Task directions =
Pull out every line in the data that has the string "glyphs" in it.

(Collection entries)
-------------------------
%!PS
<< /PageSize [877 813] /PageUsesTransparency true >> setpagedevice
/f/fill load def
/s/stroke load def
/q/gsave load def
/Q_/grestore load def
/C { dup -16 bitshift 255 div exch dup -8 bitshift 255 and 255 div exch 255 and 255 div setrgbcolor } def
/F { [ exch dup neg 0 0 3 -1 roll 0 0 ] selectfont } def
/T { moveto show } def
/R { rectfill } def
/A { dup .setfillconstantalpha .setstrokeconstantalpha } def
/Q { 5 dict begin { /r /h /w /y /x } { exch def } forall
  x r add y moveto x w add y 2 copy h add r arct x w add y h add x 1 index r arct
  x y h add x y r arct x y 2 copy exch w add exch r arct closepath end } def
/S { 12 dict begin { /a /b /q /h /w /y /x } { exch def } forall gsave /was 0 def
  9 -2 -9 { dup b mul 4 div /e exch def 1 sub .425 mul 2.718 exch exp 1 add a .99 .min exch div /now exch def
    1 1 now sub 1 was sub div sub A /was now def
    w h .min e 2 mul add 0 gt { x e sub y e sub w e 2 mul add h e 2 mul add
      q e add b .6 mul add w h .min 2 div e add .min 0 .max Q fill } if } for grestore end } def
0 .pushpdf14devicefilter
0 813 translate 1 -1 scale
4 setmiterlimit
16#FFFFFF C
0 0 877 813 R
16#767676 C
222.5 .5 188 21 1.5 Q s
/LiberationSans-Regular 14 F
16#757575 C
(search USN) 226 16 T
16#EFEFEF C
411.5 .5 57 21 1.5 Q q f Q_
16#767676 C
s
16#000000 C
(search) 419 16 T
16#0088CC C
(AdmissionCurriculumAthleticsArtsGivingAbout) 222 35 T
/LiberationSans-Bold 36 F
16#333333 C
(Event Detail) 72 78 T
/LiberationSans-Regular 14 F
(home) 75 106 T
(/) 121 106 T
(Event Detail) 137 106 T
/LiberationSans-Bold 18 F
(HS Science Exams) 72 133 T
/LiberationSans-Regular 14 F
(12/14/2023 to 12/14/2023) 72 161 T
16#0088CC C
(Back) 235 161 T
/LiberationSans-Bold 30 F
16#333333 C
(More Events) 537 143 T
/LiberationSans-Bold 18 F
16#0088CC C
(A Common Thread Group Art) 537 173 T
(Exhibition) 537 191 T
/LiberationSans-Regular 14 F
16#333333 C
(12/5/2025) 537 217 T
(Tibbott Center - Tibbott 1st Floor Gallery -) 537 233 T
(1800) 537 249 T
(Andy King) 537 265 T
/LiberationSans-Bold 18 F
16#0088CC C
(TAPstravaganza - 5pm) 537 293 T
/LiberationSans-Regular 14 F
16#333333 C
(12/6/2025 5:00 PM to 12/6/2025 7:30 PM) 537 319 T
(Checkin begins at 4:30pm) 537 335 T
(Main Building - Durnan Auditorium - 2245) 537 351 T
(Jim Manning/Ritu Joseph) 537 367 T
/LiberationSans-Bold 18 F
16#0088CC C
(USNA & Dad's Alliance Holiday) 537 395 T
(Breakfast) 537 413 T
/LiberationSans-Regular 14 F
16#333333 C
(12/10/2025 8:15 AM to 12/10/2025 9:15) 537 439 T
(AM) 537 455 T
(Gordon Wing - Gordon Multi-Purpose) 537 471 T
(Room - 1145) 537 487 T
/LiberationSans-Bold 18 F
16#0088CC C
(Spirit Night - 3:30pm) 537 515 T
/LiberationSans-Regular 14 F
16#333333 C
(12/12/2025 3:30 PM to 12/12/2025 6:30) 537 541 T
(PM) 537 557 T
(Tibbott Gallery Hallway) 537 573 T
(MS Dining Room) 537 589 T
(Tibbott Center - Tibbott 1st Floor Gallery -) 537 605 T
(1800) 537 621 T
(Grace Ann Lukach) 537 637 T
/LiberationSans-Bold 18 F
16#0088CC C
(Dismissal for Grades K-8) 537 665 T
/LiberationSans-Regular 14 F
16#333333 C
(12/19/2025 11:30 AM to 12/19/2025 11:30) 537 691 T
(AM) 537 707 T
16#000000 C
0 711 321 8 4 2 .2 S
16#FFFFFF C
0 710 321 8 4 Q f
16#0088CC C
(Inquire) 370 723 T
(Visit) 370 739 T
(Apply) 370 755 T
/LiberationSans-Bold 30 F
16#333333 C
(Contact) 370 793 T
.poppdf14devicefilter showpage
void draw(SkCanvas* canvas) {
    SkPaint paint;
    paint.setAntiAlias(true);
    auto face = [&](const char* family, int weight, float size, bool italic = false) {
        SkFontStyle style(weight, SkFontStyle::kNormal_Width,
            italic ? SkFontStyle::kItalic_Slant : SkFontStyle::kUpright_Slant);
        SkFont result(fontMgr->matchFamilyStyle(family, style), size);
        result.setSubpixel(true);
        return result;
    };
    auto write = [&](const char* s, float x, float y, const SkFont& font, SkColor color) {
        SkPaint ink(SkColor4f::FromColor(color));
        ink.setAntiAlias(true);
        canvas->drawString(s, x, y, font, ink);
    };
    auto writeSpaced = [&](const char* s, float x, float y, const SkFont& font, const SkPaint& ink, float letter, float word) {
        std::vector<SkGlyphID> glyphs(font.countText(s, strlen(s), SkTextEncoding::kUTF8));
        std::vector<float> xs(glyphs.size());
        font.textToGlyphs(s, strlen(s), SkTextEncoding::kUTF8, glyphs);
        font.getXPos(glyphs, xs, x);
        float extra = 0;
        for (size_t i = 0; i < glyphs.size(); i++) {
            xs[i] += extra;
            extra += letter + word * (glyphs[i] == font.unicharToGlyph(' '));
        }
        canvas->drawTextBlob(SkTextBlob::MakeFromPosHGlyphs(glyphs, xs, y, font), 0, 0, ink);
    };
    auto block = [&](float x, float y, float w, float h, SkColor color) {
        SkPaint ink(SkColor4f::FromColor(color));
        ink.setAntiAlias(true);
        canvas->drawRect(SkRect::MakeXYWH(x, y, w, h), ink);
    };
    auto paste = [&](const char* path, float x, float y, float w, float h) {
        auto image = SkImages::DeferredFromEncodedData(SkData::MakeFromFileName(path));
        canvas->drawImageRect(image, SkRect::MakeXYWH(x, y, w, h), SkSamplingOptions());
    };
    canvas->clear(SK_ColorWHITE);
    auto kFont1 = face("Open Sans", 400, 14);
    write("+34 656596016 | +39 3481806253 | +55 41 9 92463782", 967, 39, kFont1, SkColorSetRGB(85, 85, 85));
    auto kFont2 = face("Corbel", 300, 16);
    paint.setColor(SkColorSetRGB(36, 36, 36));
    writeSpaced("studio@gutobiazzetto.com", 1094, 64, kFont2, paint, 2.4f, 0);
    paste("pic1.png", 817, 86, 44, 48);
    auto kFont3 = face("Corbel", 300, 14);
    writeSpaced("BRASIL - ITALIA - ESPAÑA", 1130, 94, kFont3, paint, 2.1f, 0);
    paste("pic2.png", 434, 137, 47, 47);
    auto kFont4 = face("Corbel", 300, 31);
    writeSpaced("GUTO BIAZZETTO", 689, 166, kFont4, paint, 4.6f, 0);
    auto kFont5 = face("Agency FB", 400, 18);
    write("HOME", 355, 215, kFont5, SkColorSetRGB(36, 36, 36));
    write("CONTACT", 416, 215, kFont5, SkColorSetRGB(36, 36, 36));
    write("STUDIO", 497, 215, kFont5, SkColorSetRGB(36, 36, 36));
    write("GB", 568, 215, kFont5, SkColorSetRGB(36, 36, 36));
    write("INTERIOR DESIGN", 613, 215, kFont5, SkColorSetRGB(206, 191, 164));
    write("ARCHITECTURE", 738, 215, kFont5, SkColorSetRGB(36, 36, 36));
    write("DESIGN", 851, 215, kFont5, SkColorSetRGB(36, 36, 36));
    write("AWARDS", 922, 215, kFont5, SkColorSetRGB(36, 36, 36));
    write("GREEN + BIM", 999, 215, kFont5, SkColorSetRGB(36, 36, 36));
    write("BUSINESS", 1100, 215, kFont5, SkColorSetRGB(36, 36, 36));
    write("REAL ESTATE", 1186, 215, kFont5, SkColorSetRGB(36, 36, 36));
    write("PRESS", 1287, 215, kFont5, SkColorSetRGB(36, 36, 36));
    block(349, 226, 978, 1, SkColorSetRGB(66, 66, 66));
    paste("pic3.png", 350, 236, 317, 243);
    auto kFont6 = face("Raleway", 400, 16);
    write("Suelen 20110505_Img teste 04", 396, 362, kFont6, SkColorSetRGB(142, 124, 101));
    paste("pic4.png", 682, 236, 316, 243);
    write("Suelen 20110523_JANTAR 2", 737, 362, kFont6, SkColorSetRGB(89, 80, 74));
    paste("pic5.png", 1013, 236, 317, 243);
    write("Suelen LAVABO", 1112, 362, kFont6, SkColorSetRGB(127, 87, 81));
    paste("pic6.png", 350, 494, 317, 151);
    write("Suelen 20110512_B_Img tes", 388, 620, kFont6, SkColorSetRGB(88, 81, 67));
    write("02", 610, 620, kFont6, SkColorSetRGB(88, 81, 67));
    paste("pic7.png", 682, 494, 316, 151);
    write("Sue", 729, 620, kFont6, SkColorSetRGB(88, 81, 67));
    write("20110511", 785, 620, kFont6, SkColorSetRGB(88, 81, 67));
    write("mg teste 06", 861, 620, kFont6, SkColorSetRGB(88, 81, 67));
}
-------------------------
Reply =
        std::vector<SkGlyphID> glyphs(font.countText(s, strlen(s), SkTextEncoding::kUTF8));
        std::vector<float> xs(glyphs.size());
        font.textToGlyphs(s, strlen(s), SkTextEncoding::kUTF8, glyphs);
        font.getXPos(glyphs, xs, x);
        for (size_t i = 0; i < glyphs.size(); i++) {
            extra += letter + word * (glyphs[i] == font.unicharToGlyph(' '));
        canvas->drawTextBlob(SkTextBlob::MakeFromPosHGlyphs(glyphs, xs, y, font), 0, 0, ink);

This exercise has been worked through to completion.